- [Work required]: An exact copy of all entries is required.
________________________
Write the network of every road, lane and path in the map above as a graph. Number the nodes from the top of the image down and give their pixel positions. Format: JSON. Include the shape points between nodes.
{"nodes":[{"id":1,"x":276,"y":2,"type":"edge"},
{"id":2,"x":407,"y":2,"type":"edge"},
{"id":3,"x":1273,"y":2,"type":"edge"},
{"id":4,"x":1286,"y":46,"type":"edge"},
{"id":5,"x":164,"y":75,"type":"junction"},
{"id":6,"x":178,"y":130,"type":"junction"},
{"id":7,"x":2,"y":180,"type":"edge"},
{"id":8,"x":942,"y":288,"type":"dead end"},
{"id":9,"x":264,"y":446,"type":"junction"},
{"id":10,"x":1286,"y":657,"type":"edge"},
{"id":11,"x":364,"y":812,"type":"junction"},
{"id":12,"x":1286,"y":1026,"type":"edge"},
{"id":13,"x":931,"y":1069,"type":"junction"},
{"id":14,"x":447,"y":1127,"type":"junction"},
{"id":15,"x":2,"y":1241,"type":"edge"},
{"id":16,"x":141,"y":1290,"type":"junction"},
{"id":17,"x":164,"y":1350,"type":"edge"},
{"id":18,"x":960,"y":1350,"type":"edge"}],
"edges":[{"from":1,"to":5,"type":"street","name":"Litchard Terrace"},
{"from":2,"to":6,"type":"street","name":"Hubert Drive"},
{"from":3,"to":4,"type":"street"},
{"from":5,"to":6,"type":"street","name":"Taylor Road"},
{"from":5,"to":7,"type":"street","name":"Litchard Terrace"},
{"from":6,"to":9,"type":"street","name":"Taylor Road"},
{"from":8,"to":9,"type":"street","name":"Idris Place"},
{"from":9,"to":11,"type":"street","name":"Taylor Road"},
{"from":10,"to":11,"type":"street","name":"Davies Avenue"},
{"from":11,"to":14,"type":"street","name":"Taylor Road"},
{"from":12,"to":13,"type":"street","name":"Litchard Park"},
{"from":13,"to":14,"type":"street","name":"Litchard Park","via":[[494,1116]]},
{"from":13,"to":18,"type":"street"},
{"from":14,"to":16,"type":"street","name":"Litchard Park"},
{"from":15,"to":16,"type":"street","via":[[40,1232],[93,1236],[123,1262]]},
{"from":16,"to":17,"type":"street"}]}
________________________
- [Solution to the problem]:
Write the network of every road, lane and path in the map above as a graph. Number the nodes from the top of the image down and give their pixel positions. Format: JSON. Include the shape points between nodes.
{"nodes":[{"id":1,"x":276,"y":2,"type":"edge"},
{"id":2,"x":407,"y":2,"type":"edge"},
{"id":3,"x":1273,"y":2,"type":"edge"},
{"id":4,"x":1286,"y":46,"type":"edge"},
{"id":5,"x":164,"y":75,"type":"junction"},
{"id":6,"x":178,"y":130,"type":"junction"},
{"id":7,"x":2,"y":180,"type":"edge"},
{"id":8,"x":942,"y":288,"type":"dead end"},
{"id":9,"x":264,"y":446,"type":"junction"},
{"id":10,"x":1286,"y":657,"type":"edge"},
{"id":11,"x":364,"y":812,"type":"junction"},
{"id":12,"x":1286,"y":1026,"type":"edge"},
{"id":13,"x":931,"y":1069,"type":"junction"},
{"id":14,"x":447,"y":1127,"type":"junction"},
{"id":15,"x":2,"y":1241,"type":"edge"},
{"id":16,"x":141,"y":1290,"type":"junction"},
{"id":17,"x":164,"y":1350,"type":"edge"},
{"id":18,"x":960,"y":1350,"type":"edge"}],
"edges":[{"from":1,"to":5,"type":"street","name":"Litchard Terrace"},
{"from":2,"to":6,"type":"street","name":"Hubert Drive"},
{"from":3,"to":4,"type":"street"},
{"from":5,"to":6,"type":"street","name":"Taylor Road"},
{"from":5,"to":7,"type":"street","name":"Litchard Terrace"},
{"from":6,"to":9,"type":"street","name":"Taylor Road"},
{"from":8,"to":9,"type":"street","name":"Idris Place"},
{"from":9,"to":11,"type":"street","name":"Taylor Road"},
{"from":10,"to":11,"type":"street","name":"Davies Avenue"},
{"from":11,"to":14,"type":"street","name":"Taylor Road"},
{"from":12,"to":13,"type":"street","name":"Litchard Park"},
{"from":13,"to":14,"type":"street","name":"Litchard Park","via":[[494,1116]]},
{"from":13,"to":18,"type":"street"},
{"from":14,"to":16,"type":"street","name":"Litchard Park"},
{"from":15,"to":16,"type":"street","via":[[40,1232],[93,1236],[123,1262]]},
{"from":16,"to":17,"type":"street"}]}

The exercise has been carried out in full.